* **GIVEN ENTRIES**:
########################################
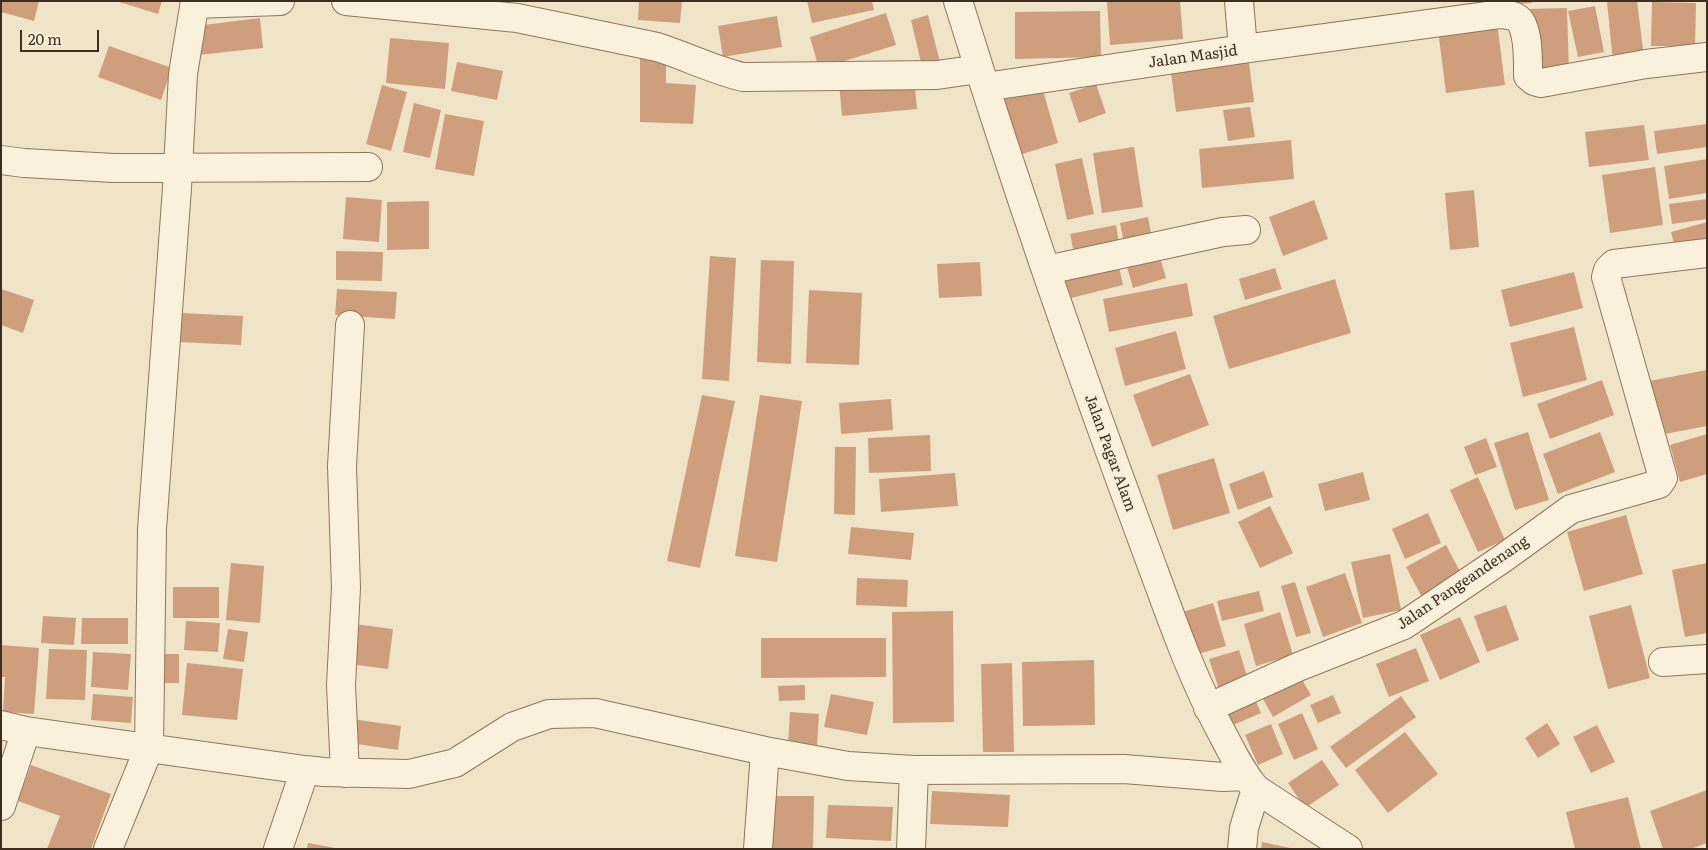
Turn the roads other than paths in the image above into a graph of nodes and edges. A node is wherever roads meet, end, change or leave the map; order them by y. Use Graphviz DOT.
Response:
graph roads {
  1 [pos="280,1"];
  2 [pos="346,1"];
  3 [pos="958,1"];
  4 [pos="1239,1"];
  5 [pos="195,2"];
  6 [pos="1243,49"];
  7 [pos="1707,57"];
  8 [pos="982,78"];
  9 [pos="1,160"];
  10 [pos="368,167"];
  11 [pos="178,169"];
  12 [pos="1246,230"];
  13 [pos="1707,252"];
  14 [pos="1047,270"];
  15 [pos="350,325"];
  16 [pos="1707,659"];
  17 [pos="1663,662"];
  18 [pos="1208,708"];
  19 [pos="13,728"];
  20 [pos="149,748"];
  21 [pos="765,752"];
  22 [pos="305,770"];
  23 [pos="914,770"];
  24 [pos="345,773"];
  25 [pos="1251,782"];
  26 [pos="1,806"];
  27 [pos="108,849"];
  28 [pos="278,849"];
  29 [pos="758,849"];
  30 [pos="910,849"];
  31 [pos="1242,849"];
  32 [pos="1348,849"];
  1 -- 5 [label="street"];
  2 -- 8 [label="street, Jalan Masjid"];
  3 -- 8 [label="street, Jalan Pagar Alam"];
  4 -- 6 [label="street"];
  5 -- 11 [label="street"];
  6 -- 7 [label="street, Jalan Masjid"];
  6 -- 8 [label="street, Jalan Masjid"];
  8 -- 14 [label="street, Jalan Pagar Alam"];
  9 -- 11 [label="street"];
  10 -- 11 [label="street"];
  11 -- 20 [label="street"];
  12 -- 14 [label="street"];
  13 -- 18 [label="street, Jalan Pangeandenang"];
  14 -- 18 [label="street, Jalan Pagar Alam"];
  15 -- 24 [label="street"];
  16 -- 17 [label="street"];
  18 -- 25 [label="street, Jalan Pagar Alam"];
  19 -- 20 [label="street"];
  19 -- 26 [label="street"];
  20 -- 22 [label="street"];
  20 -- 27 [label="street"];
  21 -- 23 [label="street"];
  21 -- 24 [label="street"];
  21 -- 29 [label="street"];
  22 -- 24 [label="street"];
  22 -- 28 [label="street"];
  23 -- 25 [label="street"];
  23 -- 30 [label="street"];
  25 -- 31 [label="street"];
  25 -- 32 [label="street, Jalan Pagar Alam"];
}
########################################
* **YOUR ASSIGNMENT**: Output every line above exactly as it stands, and drop any picture.

* **REPLY TO THE TASK**:
Turn the roads other than paths in the image above into a graph of nodes and edges. A node is wherever roads meet, end, change or leave the map; order them by y. Use Graphviz DOT.
Response:
graph roads {
  1 [pos="280,1"];
  2 [pos="346,1"];
  3 [pos="958,1"];
  4 [pos="1239,1"];
  5 [pos="195,2"];
  6 [pos="1243,49"];
  7 [pos="1707,57"];
  8 [pos="982,78"];
  9 [pos="1,160"];
  10 [pos="368,167"];
  11 [pos="178,169"];
  12 [pos="1246,230"];
  13 [pos="1707,252"];
  14 [pos="1047,270"];
  15 [pos="350,325"];
  16 [pos="1707,659"];
  17 [pos="1663,662"];
  18 [pos="1208,708"];
  19 [pos="13,728"];
  20 [pos="149,748"];
  21 [pos="765,752"];
  22 [pos="305,770"];
  23 [pos="914,770"];
  24 [pos="345,773"];
  25 [pos="1251,782"];
  26 [pos="1,806"];
  27 [pos="108,849"];
  28 [pos="278,849"];
  29 [pos="758,849"];
  30 [pos="910,849"];
  31 [pos="1242,849"];
  32 [pos="1348,849"];
  1 -- 5 [label="street"];
  2 -- 8 [label="street, Jalan Masjid"];
  3 -- 8 [label="street, Jalan Pagar Alam"];
  4 -- 6 [label="street"];
  5 -- 11 [label="street"];
  6 -- 7 [label="street, Jalan Masjid"];
  6 -- 8 [label="street, Jalan Masjid"];
  8 -- 14 [label="street, Jalan Pagar Alam"];
  9 -- 11 [label="street"];
  10 -- 11 [label="street"];
  11 -- 20 [label="street"];
  12 -- 14 [label="street"];
  13 -- 18 [label="street, Jalan Pangeandenang"];
  14 -- 18 [label="street, Jalan Pagar Alam"];
  15 -- 24 [label="street"];
  16 -- 17 [label="street"];
  18 -- 25 [label="street, Jalan Pagar Alam"];
  19 -- 20 [label="street"];
  19 -- 26 [label="street"];
  20 -- 22 [label="street"];
  20 -- 27 [label="street"];
  21 -- 23 [label="street"];
  21 -- 24 [label="street"];
  21 -- 29 [label="street"];
  22 -- 24 [label="street"];
  22 -- 28 [label="street"];
  23 -- 25 [label="street"];
  23 -- 30 [label="street"];
  25 -- 31 [label="street"];
  25 -- 32 [label="street, Jalan Pagar Alam"];
}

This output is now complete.